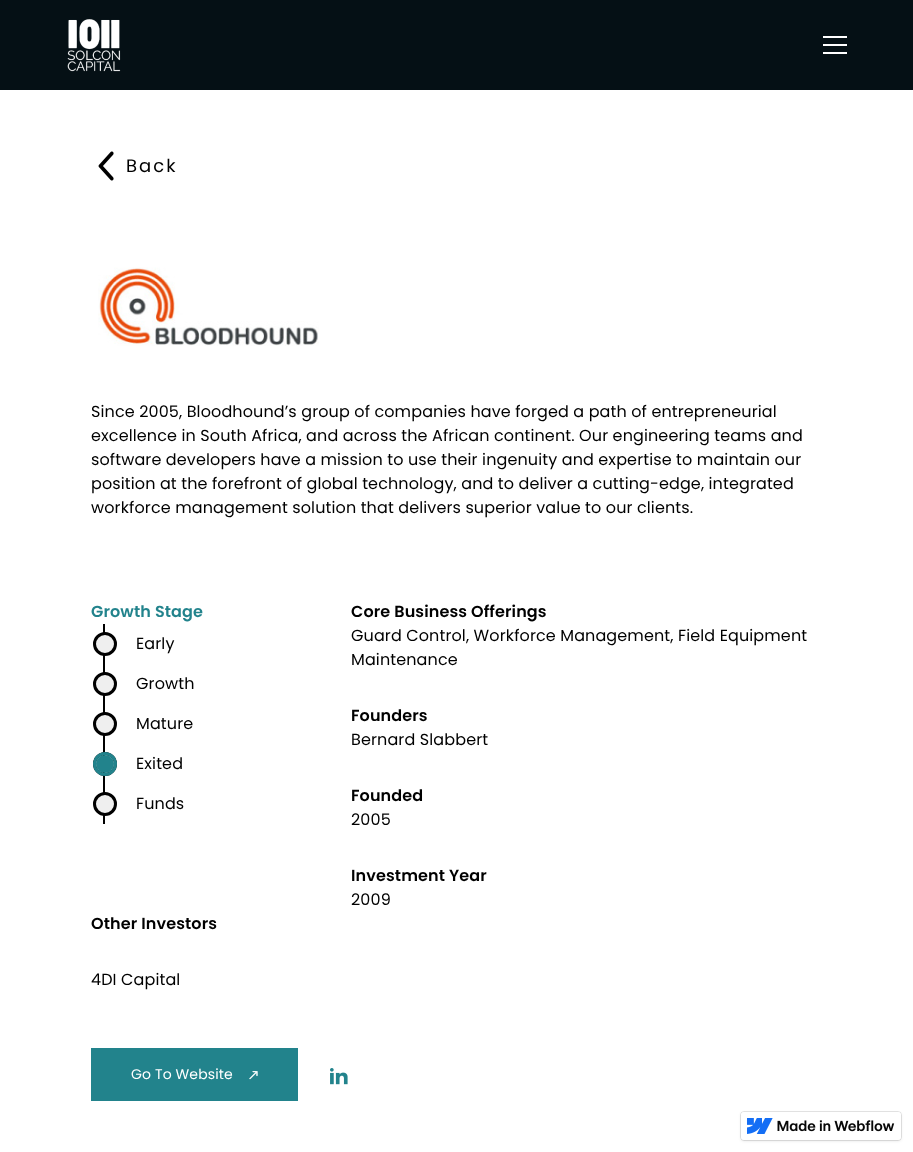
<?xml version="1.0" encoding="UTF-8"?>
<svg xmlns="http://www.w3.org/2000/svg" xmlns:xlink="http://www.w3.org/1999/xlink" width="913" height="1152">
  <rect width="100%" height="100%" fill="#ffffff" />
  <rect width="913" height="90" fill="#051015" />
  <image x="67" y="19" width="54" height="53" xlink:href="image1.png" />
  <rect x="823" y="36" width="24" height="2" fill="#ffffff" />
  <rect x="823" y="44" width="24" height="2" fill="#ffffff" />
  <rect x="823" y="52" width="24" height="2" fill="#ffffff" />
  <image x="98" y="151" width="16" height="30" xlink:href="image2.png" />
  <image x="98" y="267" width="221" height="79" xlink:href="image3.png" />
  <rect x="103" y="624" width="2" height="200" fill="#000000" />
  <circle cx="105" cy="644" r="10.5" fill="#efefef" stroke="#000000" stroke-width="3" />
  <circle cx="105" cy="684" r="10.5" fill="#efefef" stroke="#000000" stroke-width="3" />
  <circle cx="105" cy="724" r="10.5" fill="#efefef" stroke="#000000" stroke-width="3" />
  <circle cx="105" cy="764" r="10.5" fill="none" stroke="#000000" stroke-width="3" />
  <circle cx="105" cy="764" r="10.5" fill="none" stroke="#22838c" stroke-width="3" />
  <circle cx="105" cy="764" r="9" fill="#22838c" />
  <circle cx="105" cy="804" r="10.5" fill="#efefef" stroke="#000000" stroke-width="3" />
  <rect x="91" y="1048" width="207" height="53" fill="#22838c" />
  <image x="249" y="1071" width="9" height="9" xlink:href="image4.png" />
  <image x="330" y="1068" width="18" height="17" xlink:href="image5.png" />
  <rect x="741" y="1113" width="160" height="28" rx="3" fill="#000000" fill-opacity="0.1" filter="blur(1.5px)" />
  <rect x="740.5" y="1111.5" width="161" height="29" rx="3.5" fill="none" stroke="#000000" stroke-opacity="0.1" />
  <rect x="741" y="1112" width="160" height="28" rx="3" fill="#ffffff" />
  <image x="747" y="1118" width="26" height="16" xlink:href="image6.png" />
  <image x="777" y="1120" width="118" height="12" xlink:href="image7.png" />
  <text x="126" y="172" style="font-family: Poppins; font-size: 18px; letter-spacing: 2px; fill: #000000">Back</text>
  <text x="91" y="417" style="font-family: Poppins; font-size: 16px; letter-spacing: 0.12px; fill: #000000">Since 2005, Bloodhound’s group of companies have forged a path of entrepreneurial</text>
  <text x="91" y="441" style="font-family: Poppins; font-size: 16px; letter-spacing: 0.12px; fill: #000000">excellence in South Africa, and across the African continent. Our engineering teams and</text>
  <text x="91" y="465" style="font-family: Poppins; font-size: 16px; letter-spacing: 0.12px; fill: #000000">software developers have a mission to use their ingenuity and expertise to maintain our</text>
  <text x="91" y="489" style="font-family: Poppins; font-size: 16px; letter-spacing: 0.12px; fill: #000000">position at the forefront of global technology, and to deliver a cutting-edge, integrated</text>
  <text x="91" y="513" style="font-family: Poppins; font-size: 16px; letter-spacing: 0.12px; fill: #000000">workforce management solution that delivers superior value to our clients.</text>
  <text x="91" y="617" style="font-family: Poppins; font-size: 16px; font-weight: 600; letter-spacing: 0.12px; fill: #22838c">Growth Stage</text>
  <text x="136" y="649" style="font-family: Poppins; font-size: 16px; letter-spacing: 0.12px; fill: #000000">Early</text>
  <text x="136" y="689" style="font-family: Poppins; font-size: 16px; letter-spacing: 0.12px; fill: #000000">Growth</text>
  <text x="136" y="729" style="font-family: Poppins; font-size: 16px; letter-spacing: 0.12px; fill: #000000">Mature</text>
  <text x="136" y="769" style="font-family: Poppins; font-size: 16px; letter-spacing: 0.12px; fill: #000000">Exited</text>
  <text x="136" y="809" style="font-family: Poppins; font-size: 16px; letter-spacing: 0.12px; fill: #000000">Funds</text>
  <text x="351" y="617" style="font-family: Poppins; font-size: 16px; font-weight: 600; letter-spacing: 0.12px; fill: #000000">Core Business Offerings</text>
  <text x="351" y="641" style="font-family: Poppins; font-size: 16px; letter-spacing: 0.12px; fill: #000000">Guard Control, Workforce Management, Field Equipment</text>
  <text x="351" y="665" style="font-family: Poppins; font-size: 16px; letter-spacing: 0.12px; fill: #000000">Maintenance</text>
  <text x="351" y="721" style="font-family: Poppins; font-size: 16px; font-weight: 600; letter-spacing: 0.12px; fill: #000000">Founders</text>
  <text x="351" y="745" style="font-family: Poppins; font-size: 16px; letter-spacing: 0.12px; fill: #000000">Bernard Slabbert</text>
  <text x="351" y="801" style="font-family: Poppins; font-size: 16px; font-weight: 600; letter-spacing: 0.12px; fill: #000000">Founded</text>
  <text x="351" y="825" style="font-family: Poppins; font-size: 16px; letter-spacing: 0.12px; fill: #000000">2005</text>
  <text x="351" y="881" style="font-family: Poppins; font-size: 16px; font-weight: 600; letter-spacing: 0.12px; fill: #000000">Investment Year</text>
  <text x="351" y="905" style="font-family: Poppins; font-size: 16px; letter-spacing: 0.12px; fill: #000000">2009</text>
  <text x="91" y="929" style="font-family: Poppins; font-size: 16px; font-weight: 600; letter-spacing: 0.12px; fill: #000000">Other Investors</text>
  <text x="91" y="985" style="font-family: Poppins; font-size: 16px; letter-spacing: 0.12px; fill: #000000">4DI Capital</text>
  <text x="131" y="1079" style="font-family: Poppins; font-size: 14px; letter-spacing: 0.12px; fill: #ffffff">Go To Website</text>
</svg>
...
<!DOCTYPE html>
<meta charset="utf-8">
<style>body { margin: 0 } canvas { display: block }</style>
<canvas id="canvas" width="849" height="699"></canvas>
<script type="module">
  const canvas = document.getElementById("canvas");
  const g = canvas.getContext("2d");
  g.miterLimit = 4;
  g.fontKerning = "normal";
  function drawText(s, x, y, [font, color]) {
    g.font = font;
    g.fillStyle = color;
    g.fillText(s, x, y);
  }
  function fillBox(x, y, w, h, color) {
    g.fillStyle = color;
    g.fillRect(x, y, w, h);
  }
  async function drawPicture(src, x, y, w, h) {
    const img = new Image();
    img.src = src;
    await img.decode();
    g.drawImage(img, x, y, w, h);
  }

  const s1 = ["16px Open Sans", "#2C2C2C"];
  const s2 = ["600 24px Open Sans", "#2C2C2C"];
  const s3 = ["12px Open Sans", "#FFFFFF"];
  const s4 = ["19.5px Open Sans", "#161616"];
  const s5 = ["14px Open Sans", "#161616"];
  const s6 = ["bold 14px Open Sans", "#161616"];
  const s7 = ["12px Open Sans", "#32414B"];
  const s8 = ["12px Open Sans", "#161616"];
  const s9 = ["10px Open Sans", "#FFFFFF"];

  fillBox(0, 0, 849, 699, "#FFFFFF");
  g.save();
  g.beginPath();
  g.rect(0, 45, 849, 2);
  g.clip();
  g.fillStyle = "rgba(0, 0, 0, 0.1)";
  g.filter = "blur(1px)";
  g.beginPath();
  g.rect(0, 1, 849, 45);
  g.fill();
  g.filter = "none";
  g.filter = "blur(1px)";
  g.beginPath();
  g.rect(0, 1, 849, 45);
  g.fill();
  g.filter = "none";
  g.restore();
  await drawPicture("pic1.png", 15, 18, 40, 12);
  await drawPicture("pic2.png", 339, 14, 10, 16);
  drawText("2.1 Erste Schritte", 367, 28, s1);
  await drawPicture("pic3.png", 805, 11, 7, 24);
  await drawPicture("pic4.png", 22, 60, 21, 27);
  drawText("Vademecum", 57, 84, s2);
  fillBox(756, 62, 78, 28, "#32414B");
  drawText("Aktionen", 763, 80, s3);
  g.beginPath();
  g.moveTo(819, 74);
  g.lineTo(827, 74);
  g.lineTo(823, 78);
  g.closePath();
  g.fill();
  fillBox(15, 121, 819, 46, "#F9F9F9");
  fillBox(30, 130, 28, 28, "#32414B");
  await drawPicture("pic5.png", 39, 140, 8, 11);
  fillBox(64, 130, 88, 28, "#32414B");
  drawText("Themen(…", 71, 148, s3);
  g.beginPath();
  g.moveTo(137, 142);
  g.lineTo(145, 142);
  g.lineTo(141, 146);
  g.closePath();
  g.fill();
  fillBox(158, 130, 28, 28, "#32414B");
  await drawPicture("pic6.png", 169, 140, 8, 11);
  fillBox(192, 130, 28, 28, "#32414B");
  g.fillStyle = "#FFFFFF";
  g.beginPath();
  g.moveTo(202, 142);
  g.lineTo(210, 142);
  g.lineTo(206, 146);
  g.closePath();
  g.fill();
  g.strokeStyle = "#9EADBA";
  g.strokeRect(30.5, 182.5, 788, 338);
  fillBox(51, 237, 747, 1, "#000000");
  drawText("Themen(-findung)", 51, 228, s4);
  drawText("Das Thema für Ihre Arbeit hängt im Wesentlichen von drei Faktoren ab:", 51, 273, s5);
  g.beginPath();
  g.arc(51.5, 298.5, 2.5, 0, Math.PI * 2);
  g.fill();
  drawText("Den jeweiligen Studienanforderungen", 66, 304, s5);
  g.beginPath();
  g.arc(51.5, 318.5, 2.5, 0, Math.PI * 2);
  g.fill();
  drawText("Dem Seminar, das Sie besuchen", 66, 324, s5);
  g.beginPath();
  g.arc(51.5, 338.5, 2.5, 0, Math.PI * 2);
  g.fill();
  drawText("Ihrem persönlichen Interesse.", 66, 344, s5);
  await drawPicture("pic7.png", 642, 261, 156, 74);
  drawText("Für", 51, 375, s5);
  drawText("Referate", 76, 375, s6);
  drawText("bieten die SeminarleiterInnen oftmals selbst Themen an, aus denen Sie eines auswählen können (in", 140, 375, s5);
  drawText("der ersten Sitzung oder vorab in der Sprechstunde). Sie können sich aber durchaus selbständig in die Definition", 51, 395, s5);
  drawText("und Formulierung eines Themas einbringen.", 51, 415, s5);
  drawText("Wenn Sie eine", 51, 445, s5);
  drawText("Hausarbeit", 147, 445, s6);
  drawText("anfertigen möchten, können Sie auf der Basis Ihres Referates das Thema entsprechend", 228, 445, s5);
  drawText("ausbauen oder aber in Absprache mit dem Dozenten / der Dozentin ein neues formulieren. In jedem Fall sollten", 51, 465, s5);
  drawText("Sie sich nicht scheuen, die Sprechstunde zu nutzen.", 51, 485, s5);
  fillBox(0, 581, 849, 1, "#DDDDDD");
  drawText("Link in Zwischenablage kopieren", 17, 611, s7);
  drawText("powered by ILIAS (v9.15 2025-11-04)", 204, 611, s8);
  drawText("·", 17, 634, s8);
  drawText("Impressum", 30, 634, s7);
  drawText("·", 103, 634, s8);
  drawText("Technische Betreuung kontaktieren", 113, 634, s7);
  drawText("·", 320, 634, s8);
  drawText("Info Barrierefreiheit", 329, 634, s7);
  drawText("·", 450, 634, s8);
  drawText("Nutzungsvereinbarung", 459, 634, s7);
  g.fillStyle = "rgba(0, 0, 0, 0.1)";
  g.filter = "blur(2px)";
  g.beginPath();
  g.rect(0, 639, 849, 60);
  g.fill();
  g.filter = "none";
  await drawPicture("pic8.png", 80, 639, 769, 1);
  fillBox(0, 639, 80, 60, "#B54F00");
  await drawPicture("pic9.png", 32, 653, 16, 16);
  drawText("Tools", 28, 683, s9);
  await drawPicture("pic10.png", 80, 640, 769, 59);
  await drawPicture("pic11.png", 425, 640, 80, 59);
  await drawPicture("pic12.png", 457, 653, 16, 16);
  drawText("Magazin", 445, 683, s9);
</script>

• [GOAL OF THE EXERCISE]:
Where a line of the records has the string "color", copy that line.

• [EXERCISE SOLUTION]:
  function drawText(s, x, y, [font, color]) {
    g.fillStyle = color;
  function fillBox(x, y, w, h, color) {
    g.fillStyle = color;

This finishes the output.